**EXCERPTED DATA**
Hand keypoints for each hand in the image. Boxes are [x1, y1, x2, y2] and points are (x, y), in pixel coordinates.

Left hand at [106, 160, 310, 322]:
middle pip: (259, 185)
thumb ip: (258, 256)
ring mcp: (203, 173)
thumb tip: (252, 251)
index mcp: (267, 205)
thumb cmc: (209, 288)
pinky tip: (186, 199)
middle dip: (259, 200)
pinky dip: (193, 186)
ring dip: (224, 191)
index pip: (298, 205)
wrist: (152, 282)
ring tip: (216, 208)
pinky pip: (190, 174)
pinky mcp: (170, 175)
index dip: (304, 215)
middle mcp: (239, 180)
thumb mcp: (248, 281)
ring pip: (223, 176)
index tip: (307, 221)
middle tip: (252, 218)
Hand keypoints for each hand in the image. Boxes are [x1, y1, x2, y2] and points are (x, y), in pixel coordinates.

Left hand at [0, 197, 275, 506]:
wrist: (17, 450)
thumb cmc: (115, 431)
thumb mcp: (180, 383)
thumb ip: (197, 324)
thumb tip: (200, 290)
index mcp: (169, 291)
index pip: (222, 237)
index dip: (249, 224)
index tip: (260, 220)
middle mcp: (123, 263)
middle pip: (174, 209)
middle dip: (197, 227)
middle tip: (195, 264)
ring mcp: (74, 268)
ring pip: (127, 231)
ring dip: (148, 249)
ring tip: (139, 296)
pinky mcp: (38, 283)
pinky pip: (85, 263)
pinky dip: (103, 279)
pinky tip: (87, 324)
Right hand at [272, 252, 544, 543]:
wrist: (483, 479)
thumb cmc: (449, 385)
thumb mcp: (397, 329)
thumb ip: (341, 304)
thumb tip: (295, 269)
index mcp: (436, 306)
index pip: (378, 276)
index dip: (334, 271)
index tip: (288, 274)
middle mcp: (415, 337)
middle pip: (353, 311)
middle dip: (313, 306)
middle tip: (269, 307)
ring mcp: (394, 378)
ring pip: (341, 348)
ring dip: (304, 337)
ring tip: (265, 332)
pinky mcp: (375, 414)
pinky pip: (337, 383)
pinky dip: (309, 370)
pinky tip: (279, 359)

**TRY IT**
Print all the material, keeping every line identical to the original.

**ANSWER TO THIS EXERCISE**
Hand keypoints for each hand in the image. Boxes are [x1, y1, x2, y2] and points are (x, y), in pixel coordinates.

Left hand at [106, 160, 310, 322]:
middle pip: (259, 185)
thumb ip: (258, 256)
ring mcp: (203, 173)
thumb tip: (252, 251)
index mcp: (267, 205)
thumb cmc: (209, 288)
pinky tip: (186, 199)
middle dip: (259, 200)
pinky dip: (193, 186)
ring dip: (224, 191)
index pip: (298, 205)
wrist: (152, 282)
ring tip: (216, 208)
pinky pip: (190, 174)
pinky mcp: (170, 175)
index dip: (304, 215)
middle mcp: (239, 180)
thumb mcp: (248, 281)
ring pip: (223, 176)
index tip: (307, 221)
middle tip: (252, 218)
Hand keypoints for each hand in the image. Boxes are [x1, y1, x2, y2] and points are (x, y), in pixel coordinates.

Left hand at [0, 197, 275, 506]:
wrist: (17, 450)
thumb cmc: (115, 431)
thumb mcp: (180, 383)
thumb ip: (197, 324)
thumb tip: (200, 290)
index mcp: (169, 291)
index pip: (222, 237)
index dip: (249, 224)
index tip: (260, 220)
middle mcp: (123, 263)
middle pip: (174, 209)
middle dip: (197, 227)
middle tip: (195, 264)
ring mcp: (74, 268)
ring pip: (127, 231)
ring dip: (148, 249)
ring tip: (139, 296)
pinky mcp: (38, 283)
pinky pip: (85, 263)
pinky dip: (103, 279)
pinky tip: (87, 324)
Right hand at [272, 252, 544, 543]:
wrist: (483, 479)
thumb cmc: (449, 385)
thumb mcp: (397, 329)
thumb ip: (341, 304)
thumb tip: (295, 269)
index mcp: (436, 306)
index pip: (378, 276)
index dip: (334, 271)
index tip: (288, 274)
middle mcp: (415, 337)
middle pip: (353, 311)
middle dip: (313, 306)
middle tip: (269, 307)
ring mcp: (394, 378)
ring pip: (341, 348)
ring dip: (304, 337)
ring tip: (265, 332)
pinky mcp: (375, 414)
pinky pip: (337, 383)
pinky dip: (309, 370)
pinky tip: (279, 359)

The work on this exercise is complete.